Friday, November 11, 2011
Wednesday, November 09, 2011
Looks like a lot of articles in the media about employment trends of the future will need to be updated.
For years, healthcare has been cited as a place for future job growth. Some of these predictions were based on the large post war baby boom generation entering older ages and needing more medical services.
Well, the articles must have not taken into account economic issues related to budget cuts in spending on healthcare by governments. Also less and less employers are able to offer private insurance. Eventually this is bound to effect employment predictions in the healthcare industry.
Access to healthcare is also an issue. In some cases, Americans may be over medicated, including those in the post war baby boom generation. Getting older doesn't always imply needing lots more care. Healthier lifestyles can go a long ways to reducing the need for care, but there are still cases when needed care is not be available due to budgetary constraints. These economic issues are bound to effect both the availability of care and the prospects for future employment in the healthcare field.
Saturday, November 05, 2011
In comments section at end of article, see my comment about remembering a film made in 1958 with section about global warming.
I'm just kidding.
Is this the thinking of business interests?
Thursday, November 03, 2011
Hopefully this is the case. At least it sounds logical to me. Of course, folks always try to Wiesel out of everything, but hopefully logic can prevail.
Does this mean that default is sort of like a graduated income tax? A graduated tax on accumulated wealth?
Big investors loose more than small investors.
Same thing could happen with default of US debt. The more money one has, the more one has to loose.
Default could be like the graduated tax that conservatives usually don't want.
If the wealthy don't pay the tax up front, like supporting a higher income tax, they may end up paying it later, if things default.
Large accumulations of wealth would loose more than small accumulations. Accumulations that are "invested" in these debts at least.
It could be sort of like justice in the end. Another term for this is "poetic justice."
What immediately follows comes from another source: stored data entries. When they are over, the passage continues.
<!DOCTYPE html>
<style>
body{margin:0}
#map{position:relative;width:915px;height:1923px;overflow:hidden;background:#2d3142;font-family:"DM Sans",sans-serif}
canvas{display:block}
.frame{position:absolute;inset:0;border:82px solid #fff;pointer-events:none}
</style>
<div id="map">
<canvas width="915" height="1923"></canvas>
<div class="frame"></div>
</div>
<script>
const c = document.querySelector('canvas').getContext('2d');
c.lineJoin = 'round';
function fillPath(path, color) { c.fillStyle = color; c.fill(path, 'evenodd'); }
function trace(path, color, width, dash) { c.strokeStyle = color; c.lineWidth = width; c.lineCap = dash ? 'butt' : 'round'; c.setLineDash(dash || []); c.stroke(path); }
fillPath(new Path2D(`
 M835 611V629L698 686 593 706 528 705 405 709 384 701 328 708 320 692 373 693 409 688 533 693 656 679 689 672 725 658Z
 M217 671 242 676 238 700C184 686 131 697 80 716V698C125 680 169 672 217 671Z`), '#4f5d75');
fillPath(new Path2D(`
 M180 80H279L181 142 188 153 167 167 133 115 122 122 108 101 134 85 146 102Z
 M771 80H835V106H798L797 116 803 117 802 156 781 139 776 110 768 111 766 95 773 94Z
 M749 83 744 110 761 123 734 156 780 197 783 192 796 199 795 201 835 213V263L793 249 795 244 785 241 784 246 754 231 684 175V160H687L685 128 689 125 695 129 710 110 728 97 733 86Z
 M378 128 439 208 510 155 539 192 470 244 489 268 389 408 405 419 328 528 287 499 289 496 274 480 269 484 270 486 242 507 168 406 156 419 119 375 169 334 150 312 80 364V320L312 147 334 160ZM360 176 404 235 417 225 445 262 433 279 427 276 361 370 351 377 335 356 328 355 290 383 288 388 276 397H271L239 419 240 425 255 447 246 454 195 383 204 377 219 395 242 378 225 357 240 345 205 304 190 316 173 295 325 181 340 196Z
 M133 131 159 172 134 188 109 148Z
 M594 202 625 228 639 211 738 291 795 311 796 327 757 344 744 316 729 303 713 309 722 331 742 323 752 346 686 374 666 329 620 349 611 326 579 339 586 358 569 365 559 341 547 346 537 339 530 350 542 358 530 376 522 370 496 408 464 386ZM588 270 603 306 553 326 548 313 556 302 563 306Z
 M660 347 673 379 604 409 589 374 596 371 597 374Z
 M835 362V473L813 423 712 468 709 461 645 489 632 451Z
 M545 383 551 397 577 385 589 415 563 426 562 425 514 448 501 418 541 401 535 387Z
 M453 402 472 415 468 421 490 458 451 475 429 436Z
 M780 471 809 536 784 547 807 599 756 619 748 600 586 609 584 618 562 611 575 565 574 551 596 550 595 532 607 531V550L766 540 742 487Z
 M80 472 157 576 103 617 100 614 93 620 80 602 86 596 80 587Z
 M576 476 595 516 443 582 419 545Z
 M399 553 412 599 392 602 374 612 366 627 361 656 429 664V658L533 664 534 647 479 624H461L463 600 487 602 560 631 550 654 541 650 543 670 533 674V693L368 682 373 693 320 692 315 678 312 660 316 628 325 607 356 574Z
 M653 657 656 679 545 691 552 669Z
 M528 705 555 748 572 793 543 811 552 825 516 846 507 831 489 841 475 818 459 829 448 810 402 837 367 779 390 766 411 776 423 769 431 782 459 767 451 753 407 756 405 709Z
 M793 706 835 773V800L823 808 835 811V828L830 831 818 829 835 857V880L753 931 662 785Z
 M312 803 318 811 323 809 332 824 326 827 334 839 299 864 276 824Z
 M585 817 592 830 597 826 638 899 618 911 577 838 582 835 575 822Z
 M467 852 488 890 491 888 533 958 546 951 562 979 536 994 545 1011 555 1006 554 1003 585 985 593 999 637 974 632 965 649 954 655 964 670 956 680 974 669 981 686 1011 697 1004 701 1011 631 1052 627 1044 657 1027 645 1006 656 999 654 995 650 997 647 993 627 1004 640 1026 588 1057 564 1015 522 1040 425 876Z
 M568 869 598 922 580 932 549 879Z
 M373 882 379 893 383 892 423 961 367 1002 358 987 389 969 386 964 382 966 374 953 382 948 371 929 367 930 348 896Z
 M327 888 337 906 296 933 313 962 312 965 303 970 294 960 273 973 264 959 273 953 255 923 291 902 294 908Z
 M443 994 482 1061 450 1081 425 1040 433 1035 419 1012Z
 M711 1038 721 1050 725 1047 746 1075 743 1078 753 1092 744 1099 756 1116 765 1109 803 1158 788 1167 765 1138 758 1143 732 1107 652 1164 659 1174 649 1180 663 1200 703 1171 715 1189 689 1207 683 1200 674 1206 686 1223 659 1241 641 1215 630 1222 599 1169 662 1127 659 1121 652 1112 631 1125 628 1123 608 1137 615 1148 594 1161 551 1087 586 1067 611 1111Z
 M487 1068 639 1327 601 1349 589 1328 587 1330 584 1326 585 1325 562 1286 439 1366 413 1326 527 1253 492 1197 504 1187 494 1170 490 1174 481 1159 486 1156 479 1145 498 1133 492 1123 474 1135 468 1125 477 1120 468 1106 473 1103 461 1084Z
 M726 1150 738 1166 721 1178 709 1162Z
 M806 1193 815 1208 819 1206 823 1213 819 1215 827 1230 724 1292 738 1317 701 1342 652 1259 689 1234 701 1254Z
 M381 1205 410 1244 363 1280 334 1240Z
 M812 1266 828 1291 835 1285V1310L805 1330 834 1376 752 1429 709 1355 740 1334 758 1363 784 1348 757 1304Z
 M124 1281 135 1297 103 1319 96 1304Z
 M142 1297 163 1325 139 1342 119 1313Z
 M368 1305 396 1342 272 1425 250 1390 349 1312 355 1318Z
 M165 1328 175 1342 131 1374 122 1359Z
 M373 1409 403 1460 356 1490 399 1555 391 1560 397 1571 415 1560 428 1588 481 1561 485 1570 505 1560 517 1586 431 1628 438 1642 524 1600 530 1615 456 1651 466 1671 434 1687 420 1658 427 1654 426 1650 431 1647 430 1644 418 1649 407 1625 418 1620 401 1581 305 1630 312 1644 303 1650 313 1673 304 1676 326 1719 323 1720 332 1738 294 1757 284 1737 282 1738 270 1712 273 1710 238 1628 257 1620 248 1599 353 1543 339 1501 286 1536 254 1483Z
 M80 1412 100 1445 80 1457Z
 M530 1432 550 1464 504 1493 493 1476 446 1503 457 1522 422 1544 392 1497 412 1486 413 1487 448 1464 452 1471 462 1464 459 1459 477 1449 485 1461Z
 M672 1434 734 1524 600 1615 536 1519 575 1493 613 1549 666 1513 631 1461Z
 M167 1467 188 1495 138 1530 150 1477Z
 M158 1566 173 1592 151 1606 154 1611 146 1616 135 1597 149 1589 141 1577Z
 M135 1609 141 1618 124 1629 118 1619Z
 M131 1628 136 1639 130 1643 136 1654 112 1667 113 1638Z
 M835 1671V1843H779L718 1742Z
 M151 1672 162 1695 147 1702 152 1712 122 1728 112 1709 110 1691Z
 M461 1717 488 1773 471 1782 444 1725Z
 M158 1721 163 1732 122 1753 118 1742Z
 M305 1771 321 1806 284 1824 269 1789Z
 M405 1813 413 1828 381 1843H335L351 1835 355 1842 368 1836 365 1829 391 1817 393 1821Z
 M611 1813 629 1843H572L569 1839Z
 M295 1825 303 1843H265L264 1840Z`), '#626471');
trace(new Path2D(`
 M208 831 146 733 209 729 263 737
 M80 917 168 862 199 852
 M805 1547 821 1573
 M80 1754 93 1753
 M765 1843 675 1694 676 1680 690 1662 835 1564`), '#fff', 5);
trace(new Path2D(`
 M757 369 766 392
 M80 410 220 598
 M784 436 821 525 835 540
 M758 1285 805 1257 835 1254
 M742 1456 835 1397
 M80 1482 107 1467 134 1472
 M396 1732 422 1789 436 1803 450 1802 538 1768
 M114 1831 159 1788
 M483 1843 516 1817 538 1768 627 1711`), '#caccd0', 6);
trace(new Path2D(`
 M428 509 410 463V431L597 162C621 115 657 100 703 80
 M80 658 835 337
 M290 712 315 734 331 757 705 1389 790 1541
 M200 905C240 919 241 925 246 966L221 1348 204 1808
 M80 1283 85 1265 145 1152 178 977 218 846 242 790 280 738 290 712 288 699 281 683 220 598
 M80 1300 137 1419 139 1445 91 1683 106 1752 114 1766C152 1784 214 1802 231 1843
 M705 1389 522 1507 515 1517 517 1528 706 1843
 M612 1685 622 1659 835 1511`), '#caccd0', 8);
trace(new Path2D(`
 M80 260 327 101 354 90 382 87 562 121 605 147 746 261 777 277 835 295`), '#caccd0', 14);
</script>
Of course, people with less wealth have a lot to worry about also since even a slight haircut could mean the rent isn't paid or no dinner is on the table. Folks with vast sums of money can take a haircut and still have their basic survival needs met, but here's the catch.
Folks with vast sums of money still have worries. Its a different kind of worry. Folks with vaster wealth have worry about business responsibilities and obligations that can't be met. Watch out, if you are wealthy. Here come your employees, clients, vendors, customers and tax collectors. They are all banging down the door. The wealthy have a lot to worry about. The wealthy have more to loose.
Responsibilities = Headaches.
Still, our world wide debt load means we have to accept taking haircuts. It's best if this can be done as rationally as possible.
Rational haircutting can be a lot of things. One form of it might just be "means testing" for Medicare and Social Security.
If we can get through this rationally, and accept a few haircuts, we can get beyond the world debt crisis.
It was stupid, for the managers of all these various investment instruments to have lent out all this money anyway, but that's water under the bridge now. Or, maybe I should say, "that's money under the bridge;" ... the bridge that needs to be rebuilt.
It's all under the bridge now, but we need to look to the future. We have to take a haircut. The rich will have to take a bigger haircut. We have to resolve this debt mess and move on. Partial defaults, like what's likely happening to Greek debt, is part of the solution.
Printing money may ease the situation some, with the accompanying "tax" of inflation.
Means testing, budget cuts, tax increases and economic growth to pay down current debt. All these things are part of the solution.
Looks like the debt is so big that some of the solution will be "investor haircuts." When we get beyond this "debt overhang," we can move on into what will hopefully be a brighter future.